It will take three days for miners driving monster trucks to remove the mineral ore, as the copper-rich rock is called, and more than a few more to crush and process some of the purest caliber copper known to man.
Everything about Escondida is a superlative. It’s the world’s largest copper mine in the world’s largest copper producing country and it is easily visible from outer space.
“I think Escondida is a world-class ore body and probably one of the biggest ever discovered,” said Diego Hernandez, the president for base metals for majority-owner BHP Billiton, the world’s largest diversified miner.

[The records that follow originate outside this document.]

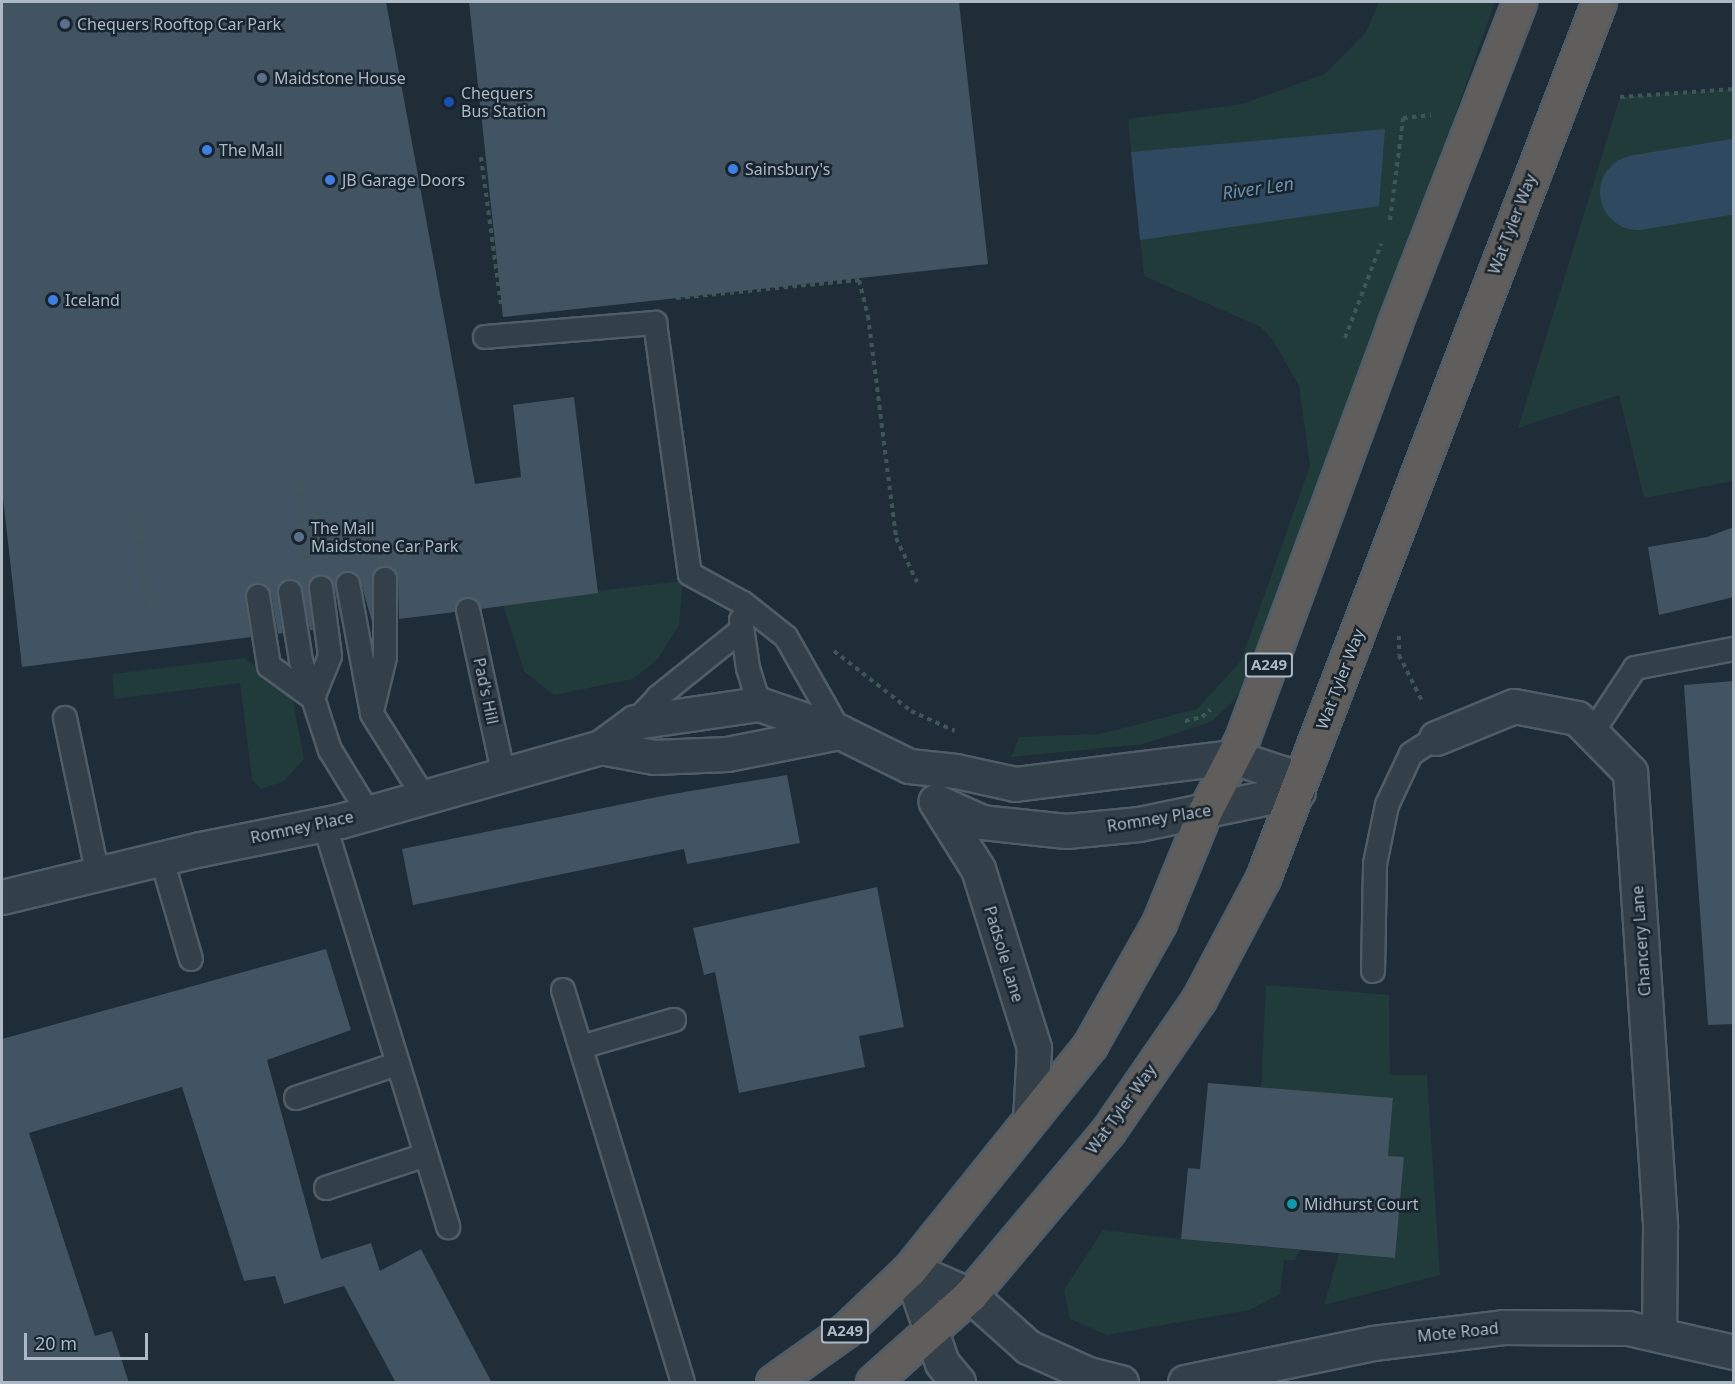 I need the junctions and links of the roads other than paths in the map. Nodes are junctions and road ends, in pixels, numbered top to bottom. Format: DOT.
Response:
graph roads {
  1 [pos="1519,2"];
  2 [pos="1599,2"];
  3 [pos="485,337"];
  4 [pos="385,579"];
  5 [pos="348,584"];
  6 [pos="321,588"];
  7 [pos="290,592"];
  8 [pos="258,596"];
  9 [pos="743,603"];
  10 [pos="468,610"];
  11 [pos="740,631"];
  12 [pos="1734,649"];
  13 [pos="313,698"];
  14 [pos="759,704"];
  15 [pos="372,714"];
  16 [pos="65,718"];
  17 [pos="635,722"];
  18 [pos="840,732"];
  19 [pos="1592,733"];
  20 [pos="1436,738"];
  21 [pos="601,747"];
  22 [pos="1238,748"];
  23 [pos="909,766"];
  24 [pos="503,772"];
  25 [pos="1298,790"];
  26 [pos="422,795"];
  27 [pos="935,801"];
  28 [pos="368,812"];
  29 [pos="1205,812"];
  30 [pos="324,824"];
  31 [pos="162,860"];
  32 [pos="98,876"];
  33 [pos="2,897"];
  34 [pos="191,959"];
  35 [pos="1373,971"];
  36 [pos="563,990"];
  37 [pos="674,1020"];
  38 [pos="580,1047"];
  39 [pos="397,1064"];
  40 [pos="296,1098"];
  41 [pos="1030,1119"];
  42 [pos="426,1155"];
  43 [pos="326,1188"];
  44 [pos="448,1227"];
  45 [pos="910,1269"];
  46 [pos="970,1295"];
  47 [pos="929,1333"];
  48 [pos="1659,1334"];
  49 [pos="1734,1352"];
  50 [pos="683,1383"];
  51 [pos="773,1383"];
  52 [pos="873,1383"];
  53 [pos="958,1383"];
  54 [pos="1121,1383"];
  55 [pos="1185,1383"];
  1 -- 22 [label="highway, A249"];
  2 -- 25 [label="highway, Wat Tyler Way"];
  3 -- 9 [label="lane"];
  4 -- 15 [label="lane"];
  5 -- 15 [label="lane"];
  6 -- 13 [label="lane"];
  7 -- 13 [label="lane"];
  8 -- 13 [label="lane"];
  9 -- 11 [label="lane"];
  9 -- 18 [label="lane"];
  10 -- 24 [label="lane, Pad's Hill"];
  11 -- 14 [label="lane"];
  11 -- 17 [label="lane"];
  12 -- 19 [label="lane"];
  13 -- 28 [label="lane"];
  14 -- 17 [label="street, Romney Place"];
  14 -- 18 [label="street, Romney Place"];
  15 -- 26 [label="lane"];
  16 -- 32 [label="lane"];
  17 -- 21 [label="street, Romney Place"];
  18 -- 21 [label="street, Romney Place"];
  18 -- 23 [label="street, Romney Place"];
  19 -- 20 [label="street, Chancery Lane"];
  19 -- 48 [label="street, Chancery Lane"];
  20 -- 35 [label="lane"];
  21 -- 24 [label="street, Romney Place"];
  22 -- 23 [label="street, Romney Place"];
  22 -- 25 [label="street, Romney Place"];
  22 -- 29 [label="highway, A249"];
  23 -- 27 [label="street, Romney Place"];
  24 -- 26 [label="street, Romney Place"];
  25 -- 29 [label="street, Romney Place"];
  25 -- 46 [label="highway, Wat Tyler Way"];
  26 -- 28 [label="street, Romney Place"];
  27 -- 29 [label="street, Romney Place"];
  27 -- 41 [label="street, Padsole Lane"];
  28 -- 30 [label="street, Romney Place"];
  29 -- 41 [label="highway, A249"];
  30 -- 31 [label="street, Romney Place"];
  30 -- 39 [label="lane"];
  31 -- 32 [label="street, Romney Place"];
  31 -- 34 [label="lane"];
  32 -- 33 [label="street, Romney Place"];
  36 -- 38 [label="lane"];
  37 -- 38 [label="lane"];
  38 -- 50 [label="lane"];
  39 -- 40 [label="lane"];
  39 -- 42 [label="lane"];
  41 -- 45 [label="highway, A249"];
  42 -- 43 [label="lane"];
  42 -- 44 [label="lane"];
  45 -- 46 [label="street"];
  45 -- 47 [label="street"];
  45 -- 51 [label="highway, A249"];
  46 -- 47 [label="highway"];
  46 -- 54 [label="street"];
  47 -- 52 [label="highway"];
  47 -- 53 [label="street"];
  48 -- 49 [label="street, Mote Road"];
  48 -- 55 [label="street, Mote Road"];
}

Not satisfied to simply be producing nearly a quarter of Chile’s copper, nearly 1.5 million tonnes last year, Escondida is looking for more, and expects a three-year-old exploration program to extend the existing 40-year mine life with new discoveries soon.
Managers are looking at several alternatives to maintain record output at the mine, whose name in Spanish means “hidden” because geologists in the 1980s failed repeatedly to find copper at the site before striking it rich on one last try.
Local mythology holds that David Lowell, a legendary geologist, found the deposit by ignoring conventional wisdom and sinking a drill bit on the top of a hill, instead of at the bottom.
“Why’d they drill there? Hah .. payday loans. any answer I could give would be an old wives’s tale,” Sergio Valenzuela, a mine spokesman, said after a recent visit to the mine.
Filed in: term.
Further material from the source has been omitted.